I don't understand the working , can you explain about it ? why the shear force is 60+5 = 65kN ?

 

[chetzread]

If the mass of the left part is equal to the mass of the right part then the shear force will be 65kN.

You have 70kN pulling to the left, and 60kN pulling to the right.
Acceleration will be 10kN/mass of the free-body (pointing to the left).
Inertial reaction force on the right part will be acceleration x mass of the right part.
The mass of the right part equals half the mass of the free-body:
Acceleration x mass/2 = (10kN/mass) x (mass/2) = 5kN.

is there snything to do with the shear force diagram ? btw , i have tried to sketch and here is it .

 

[David Lewis]

If we consider the force from left side, the shear force would be = 70-5= 65kN ?

Yes. There is a 65kN shear force acting on the pin (pointing to the left), and there is a 5kN inertial reaction force acting on the left part (pointing to the right).

 

[David Lewis]

Is there anything to do with the shear force diagram? BTW, I have tried to sketch and here it is:

That is not what I came up with. The pin does not experience any shear force except at the faces where the parts are joined. The SFD looks like the Greek letter π except one vertical leg is pointing up.

When the left side of a member is pushing up, and the right side is pushing down, shear force is considered positive, by convention. Look at the SFD attached to post #40.

 

[chetzread]

Yes. There is a 65kN shear force acting on the pin (pointing to the left), and there is a 5kN inertial reaction force acting on the left part (pointing to the right).

can i explain in this way ? Since the acceleration for each block is 5kN( 5kN act to the right for left block) , so considering the left block , the shear force 70-5 = 65kN ?

 

[chetzread]

5kN inertial reaction force acting on the left part (pointing to the right).

why ?

 

[David Lewis]

If you have a body floating in deep space, tie a rope to it and pull it to the left, the body will exert an equal and opposite inertial reaction force to the right.

Since the acceleration for each block is 5kN...

Remember to divide force by mass to get acceleration.
The physical quantity will work out to distance/time².

 

[chetzread]

If you have a body floating in deep space, tie a rope to it and pull it to the left, the body will exert an equal and opposite inertial reaction force to the right.

Remember to divide force by mass to get acceleration.
The physical quantity will work out to distance/time².

do you mean for the block on the left , the acceleration force one block is 5kN to the left , so opposite inertia force is 5kN to the right ?

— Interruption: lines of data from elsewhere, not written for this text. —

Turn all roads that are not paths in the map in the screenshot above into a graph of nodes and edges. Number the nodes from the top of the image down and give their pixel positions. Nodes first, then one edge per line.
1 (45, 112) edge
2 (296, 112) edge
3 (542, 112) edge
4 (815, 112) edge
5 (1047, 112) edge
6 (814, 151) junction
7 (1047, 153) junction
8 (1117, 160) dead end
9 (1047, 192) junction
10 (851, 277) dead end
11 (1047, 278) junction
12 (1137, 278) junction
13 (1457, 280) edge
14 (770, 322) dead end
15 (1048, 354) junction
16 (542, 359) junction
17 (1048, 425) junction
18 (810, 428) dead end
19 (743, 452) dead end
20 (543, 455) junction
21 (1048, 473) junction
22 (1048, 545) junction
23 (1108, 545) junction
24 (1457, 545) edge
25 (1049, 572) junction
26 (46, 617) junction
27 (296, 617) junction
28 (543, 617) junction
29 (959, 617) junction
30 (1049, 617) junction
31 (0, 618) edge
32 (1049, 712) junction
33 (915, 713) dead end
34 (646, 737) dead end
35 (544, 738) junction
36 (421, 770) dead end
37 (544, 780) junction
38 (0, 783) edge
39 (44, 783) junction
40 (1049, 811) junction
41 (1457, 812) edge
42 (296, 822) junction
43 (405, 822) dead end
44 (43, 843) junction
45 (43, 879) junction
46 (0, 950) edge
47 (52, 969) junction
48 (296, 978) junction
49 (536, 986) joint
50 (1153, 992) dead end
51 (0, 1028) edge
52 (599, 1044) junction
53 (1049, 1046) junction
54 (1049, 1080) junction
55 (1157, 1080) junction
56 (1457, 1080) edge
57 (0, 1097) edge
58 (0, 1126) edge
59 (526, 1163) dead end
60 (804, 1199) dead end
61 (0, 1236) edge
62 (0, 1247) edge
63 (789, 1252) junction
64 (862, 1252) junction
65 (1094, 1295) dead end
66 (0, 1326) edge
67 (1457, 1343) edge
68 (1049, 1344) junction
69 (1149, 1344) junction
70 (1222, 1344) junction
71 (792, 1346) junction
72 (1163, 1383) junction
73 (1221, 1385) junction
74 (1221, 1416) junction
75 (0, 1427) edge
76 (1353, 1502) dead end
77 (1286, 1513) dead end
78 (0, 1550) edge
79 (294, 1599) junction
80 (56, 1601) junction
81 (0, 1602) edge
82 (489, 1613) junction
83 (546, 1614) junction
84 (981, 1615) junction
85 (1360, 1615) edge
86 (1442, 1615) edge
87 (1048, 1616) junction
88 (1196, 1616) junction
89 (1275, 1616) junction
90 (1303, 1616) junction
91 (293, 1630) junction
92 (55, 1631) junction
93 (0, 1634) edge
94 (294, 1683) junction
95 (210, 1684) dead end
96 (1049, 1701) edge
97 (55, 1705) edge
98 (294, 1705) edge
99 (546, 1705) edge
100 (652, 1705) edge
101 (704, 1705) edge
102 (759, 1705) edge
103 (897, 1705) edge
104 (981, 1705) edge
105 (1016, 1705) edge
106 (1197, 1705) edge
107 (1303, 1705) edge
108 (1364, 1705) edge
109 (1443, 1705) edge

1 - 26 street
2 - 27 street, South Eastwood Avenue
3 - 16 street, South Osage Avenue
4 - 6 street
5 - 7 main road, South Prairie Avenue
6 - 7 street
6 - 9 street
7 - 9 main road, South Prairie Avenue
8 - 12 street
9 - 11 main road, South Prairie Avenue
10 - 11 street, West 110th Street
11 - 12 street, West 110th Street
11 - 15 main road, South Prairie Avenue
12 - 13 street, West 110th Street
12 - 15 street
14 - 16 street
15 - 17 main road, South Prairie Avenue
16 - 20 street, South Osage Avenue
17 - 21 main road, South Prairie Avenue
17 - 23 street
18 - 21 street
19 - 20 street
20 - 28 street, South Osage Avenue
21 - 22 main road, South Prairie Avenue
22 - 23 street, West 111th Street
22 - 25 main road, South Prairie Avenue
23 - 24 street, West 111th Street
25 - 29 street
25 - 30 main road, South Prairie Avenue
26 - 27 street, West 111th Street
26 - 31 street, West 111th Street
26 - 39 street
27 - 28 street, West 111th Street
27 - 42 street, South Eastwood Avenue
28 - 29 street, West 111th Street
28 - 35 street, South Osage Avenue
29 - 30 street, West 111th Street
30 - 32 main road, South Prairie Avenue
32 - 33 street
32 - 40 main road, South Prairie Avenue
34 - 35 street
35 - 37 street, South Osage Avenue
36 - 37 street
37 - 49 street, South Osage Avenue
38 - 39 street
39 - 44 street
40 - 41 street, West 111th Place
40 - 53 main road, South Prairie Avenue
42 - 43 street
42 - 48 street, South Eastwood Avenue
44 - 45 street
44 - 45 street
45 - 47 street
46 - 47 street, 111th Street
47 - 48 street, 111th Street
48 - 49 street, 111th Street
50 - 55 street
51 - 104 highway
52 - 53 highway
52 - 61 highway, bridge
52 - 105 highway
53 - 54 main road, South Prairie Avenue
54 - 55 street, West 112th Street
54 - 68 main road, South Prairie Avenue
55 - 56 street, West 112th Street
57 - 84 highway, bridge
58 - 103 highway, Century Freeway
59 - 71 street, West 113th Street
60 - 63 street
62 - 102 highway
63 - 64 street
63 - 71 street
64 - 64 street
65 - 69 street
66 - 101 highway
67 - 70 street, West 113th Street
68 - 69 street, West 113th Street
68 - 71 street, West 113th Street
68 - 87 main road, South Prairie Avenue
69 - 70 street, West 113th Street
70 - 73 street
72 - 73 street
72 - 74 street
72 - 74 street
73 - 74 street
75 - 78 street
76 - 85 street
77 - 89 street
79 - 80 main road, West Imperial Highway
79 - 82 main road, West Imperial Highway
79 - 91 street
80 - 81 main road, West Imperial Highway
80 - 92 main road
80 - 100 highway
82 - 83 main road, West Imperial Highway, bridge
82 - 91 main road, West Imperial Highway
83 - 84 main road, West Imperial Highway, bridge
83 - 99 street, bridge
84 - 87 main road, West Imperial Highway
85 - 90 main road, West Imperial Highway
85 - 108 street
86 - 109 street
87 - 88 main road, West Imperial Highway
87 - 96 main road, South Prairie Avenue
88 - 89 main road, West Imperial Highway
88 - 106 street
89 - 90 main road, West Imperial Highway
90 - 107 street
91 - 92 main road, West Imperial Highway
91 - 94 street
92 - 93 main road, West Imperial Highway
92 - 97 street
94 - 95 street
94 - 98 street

But , i am curious about the block on the right , from the diagram i sketched in post #46 , the 5kN act to the left for the right block , so , there will also be an opposite inertia force of 5kN act to the right ?

 

[David Lewis]

Both 5kN inertial force vector arrows (green?) should point to the right since the body is accelerating to the left.
If the blue vector arrow represents acceleration in your diagram, you could label it acceleration or 10kN/mass.

 

[David Lewis]

When you make your force arrangement diagram, it is customary for the point of application of the inertial force vector to coincide with the center of gravity of the part on which the inertial force is acting.